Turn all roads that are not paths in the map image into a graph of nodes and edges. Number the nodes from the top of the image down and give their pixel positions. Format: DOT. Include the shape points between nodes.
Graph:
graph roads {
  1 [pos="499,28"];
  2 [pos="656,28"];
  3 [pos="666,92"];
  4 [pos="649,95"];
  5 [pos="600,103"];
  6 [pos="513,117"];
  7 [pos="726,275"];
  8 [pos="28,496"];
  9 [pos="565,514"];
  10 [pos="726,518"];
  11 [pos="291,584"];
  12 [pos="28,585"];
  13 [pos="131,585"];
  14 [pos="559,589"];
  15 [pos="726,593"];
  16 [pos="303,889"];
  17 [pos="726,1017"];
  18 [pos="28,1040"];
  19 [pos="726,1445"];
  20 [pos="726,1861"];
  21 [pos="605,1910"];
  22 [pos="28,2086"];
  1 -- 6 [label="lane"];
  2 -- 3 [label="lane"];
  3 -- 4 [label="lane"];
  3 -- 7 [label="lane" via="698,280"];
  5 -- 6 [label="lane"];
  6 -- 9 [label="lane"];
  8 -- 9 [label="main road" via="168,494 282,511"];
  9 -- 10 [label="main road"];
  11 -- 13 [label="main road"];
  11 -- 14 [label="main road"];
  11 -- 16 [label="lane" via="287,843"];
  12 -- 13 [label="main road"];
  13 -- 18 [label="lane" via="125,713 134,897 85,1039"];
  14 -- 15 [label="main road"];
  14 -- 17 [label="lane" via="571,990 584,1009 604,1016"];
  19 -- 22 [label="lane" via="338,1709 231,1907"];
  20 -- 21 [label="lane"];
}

Assigned task: Copy every entry exactly, missing none.

Exercise answer:
Turn all roads that are not paths in the map image into a graph of nodes and edges. Number the nodes from the top of the image down and give their pixel positions. Format: DOT. Include the shape points between nodes.
Graph:
graph roads {
  1 [pos="499,28"];
  2 [pos="656,28"];
  3 [pos="666,92"];
  4 [pos="649,95"];
  5 [pos="600,103"];
  6 [pos="513,117"];
  7 [pos="726,275"];
  8 [pos="28,496"];
  9 [pos="565,514"];
  10 [pos="726,518"];
  11 [pos="291,584"];
  12 [pos="28,585"];
  13 [pos="131,585"];
  14 [pos="559,589"];
  15 [pos="726,593"];
  16 [pos="303,889"];
  17 [pos="726,1017"];
  18 [pos="28,1040"];
  19 [pos="726,1445"];
  20 [pos="726,1861"];
  21 [pos="605,1910"];
  22 [pos="28,2086"];
  1 -- 6 [label="lane"];
  2 -- 3 [label="lane"];
  3 -- 4 [label="lane"];
  3 -- 7 [label="lane" via="698,280"];
  5 -- 6 [label="lane"];
  6 -- 9 [label="lane"];
  8 -- 9 [label="main road" via="168,494 282,511"];
  9 -- 10 [label="main road"];
  11 -- 13 [label="main road"];
  11 -- 14 [label="main road"];
  11 -- 16 [label="lane" via="287,843"];
  12 -- 13 [label="main road"];
  13 -- 18 [label="lane" via="125,713 134,897 85,1039"];
  14 -- 15 [label="main road"];
  14 -- 17 [label="lane" via="571,990 584,1009 604,1016"];
  19 -- 22 [label="lane" via="338,1709 231,1907"];
  20 -- 21 [label="lane"];
}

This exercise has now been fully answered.